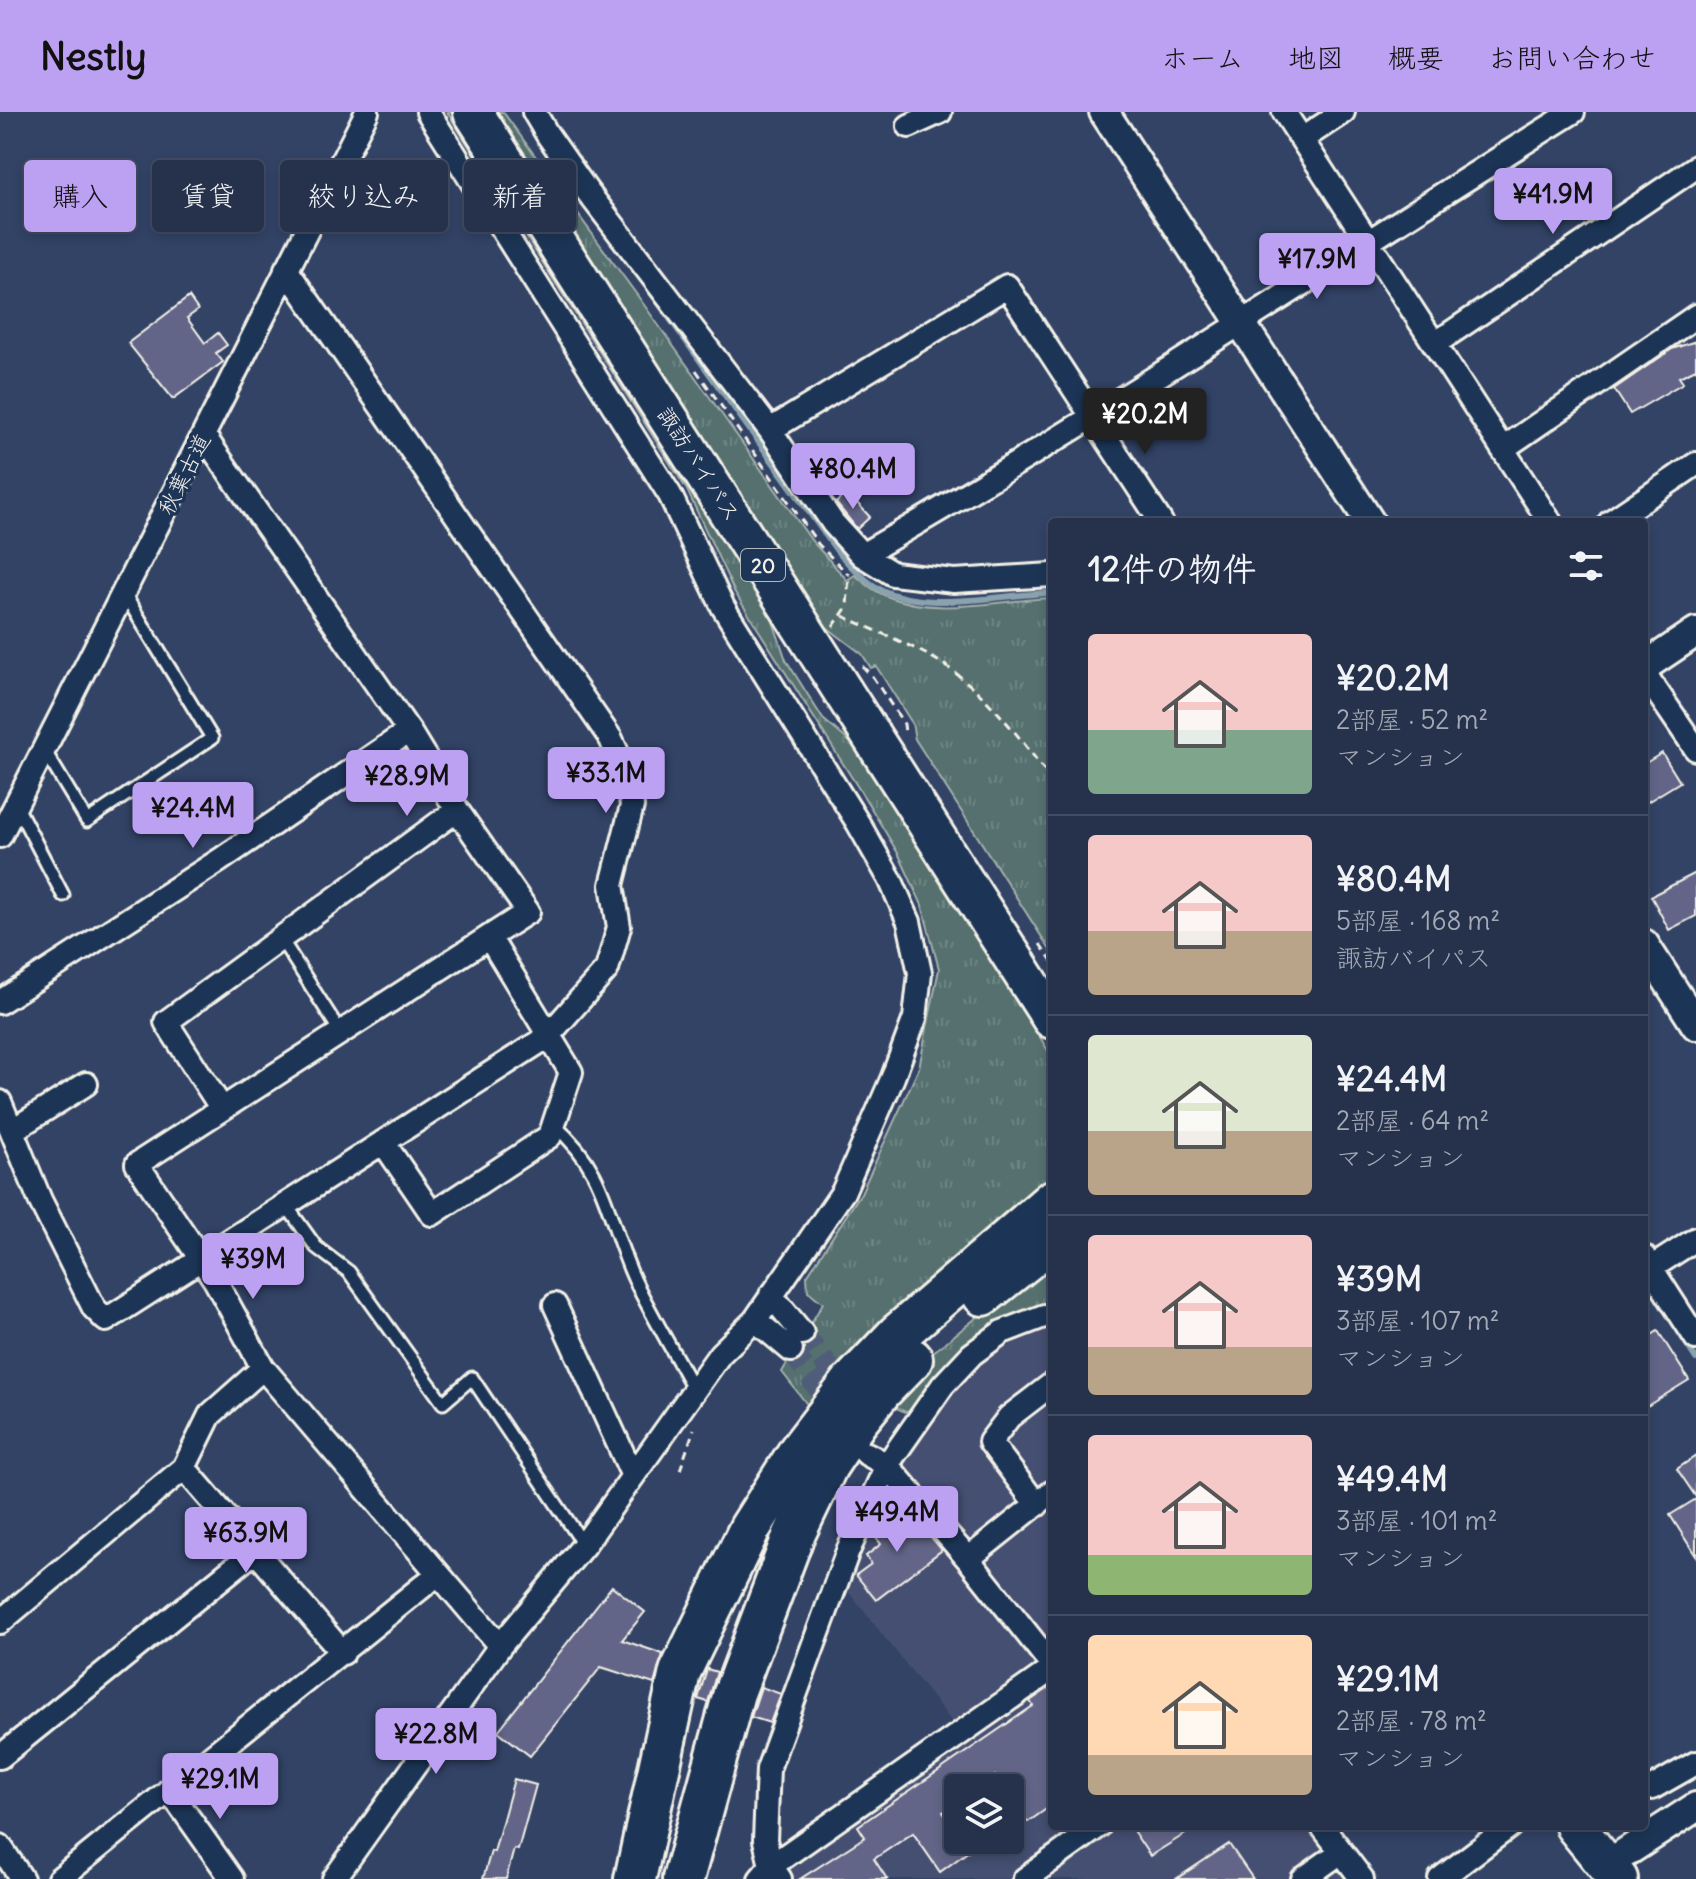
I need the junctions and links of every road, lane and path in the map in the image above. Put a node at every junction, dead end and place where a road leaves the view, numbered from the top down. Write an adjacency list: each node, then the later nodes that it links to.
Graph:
1 (367, 112): 14 (street, 秋葉古道)
2 (428, 112): 63 (street)
3 (473, 112): 46 (highway, 諏訪バイパス / 20)
4 (534, 112): 20 (street)
5 (940, 112): 10 (street)
6 (1104, 112): 16 (street)
7 (1284, 112): 11 (street)
8 (1343, 112): 11 (street)
9 (1573, 112): 13 (street)
10 (909, 126)
11 (1302, 139): 13 (street)
12 (1696, 167): 17 (street)
13 (1369, 240): 16 (street); 17 (street)
14 (286, 269): 21 (street, 秋葉古道); 49 (street)
15 (1696, 316): 22 (street)
16 (1240, 324): 19 (street); 25 (street)
17 (1436, 343): 22 (street)
18 (688, 359): 37 (path)
19 (1091, 416): 20 (street); 24 (street); 28 (street)
20 (770, 430): 28 (street)
21 (204, 436): 30 (street, 秋葉古道); 34 (street)
22 (1504, 448): 26 (street)
23 (1696, 464): 27 (street)
24 (1158, 518)
25 (1367, 518)
26 (1548, 518)
27 (1616, 518)
28 (862, 555): 29 (street)
29 (1048, 575)
30 (123, 592): 35 (street, 秋葉古道); 35 (lane)
31 (1696, 632): 32 (street)
32 (1648, 664)
33 (1648, 679): 36 (street)
34 (409, 731): 39 (street); 45 (street)
35 (43, 748): 38 (street, 秋葉古道)
36 (1696, 749)
37 (1048, 776)
38 (15, 803): 40 (street, 秋葉古道); 41 (lane)
39 (457, 810): 42 (street); 43 (street)
40 (0, 836)
41 (63, 895)
42 (489, 937): 48 (street); 49 (street)
43 (281, 939): 48 (lane); 52 (street)
44 (1648, 950): 47 (street)
45 (0, 1002)
46 (1048, 1013)
47 (1696, 1025)
48 (341, 1033): 52 (street)
49 (547, 1037): 53 (street); 55 (street)
50 (86, 1084): 54 (street)
51 (0, 1102): 54 (street)
52 (222, 1109): 60 (street)
53 (554, 1125): 55 (street); 70 (lane)
54 (13, 1130): 60 (street)
55 (383, 1142): 57 (street)
56 (1048, 1204): 103 (highway)
57 (286, 1205): 60 (street); 76 (lane)
58 (1696, 1239): 61 (street)
59 (1048, 1243): 104 (highway)
60 (201, 1259): 68 (street)
61 (1648, 1262)
62 (1648, 1264): 67 (street)
63 (771, 1295): 66 (street); 66 (street)
64 (555, 1305): 74 (street)
65 (1048, 1316): 71 (street)
66 (755, 1320): 70 (street)
67 (1696, 1338)
68 (263, 1368): 73 (street); 79 (street)
69 (1048, 1387): 75 (street)
70 (694, 1390): 74 (street)
71 (889, 1450): 72 (street); 78 (street); 98 (street)
72 (867, 1454)
73 (184, 1468): 77 (street); 80 (street)
74 (633, 1476): 76 (street)
75 (1044, 1498): 78 (street)
76 (584, 1545): 81 (street)
77 (255, 1551): 82 (street); 85 (street)
78 (968, 1559): 83 (street)
79 (438, 1574): 81 (street); 82 (street)
80 (0, 1622)
81 (500, 1646): 102 (street)
82 (343, 1653): 88 (street)
83 (1048, 1662)
84 (1048, 1670): 98 (street)
85 (0, 1757)
86 (1696, 1763): 87 (street)
87 (1648, 1788)
88 (169, 1790): 100 (street); 101 (street)
89 (1696, 1807): 97 (street)
90 (1093, 1830): 105 (street)
91 (1325, 1830): 96 (street)
92 (1505, 1830): 108 (street)
93 (1577, 1830): 97 (highway)
94 (1590, 1830): 97 (highway)
95 (0, 1846): 99 (street)
96 (1341, 1852): 106 (street); 107 (street)
97 (1604, 1874)
98 (770, 1875)
99 (22, 1879)
100 (59, 1879)
101 (232, 1879)
102 (334, 1879)
103 (635, 1879)
104 (683, 1879)
105 (1025, 1879)
106 (1303, 1879)
107 (1362, 1879)
108 (1440, 1879)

- WHAT TO WORK ON: The lines to copy are those above that contain "highway".

- RESULT OF THIS TASK:
3 (473, 112): 46 (highway, 諏訪バイパス / 20)
56 (1048, 1204): 103 (highway)
59 (1048, 1243): 104 (highway)
93 (1577, 1830): 97 (highway)
94 (1590, 1830): 97 (highway)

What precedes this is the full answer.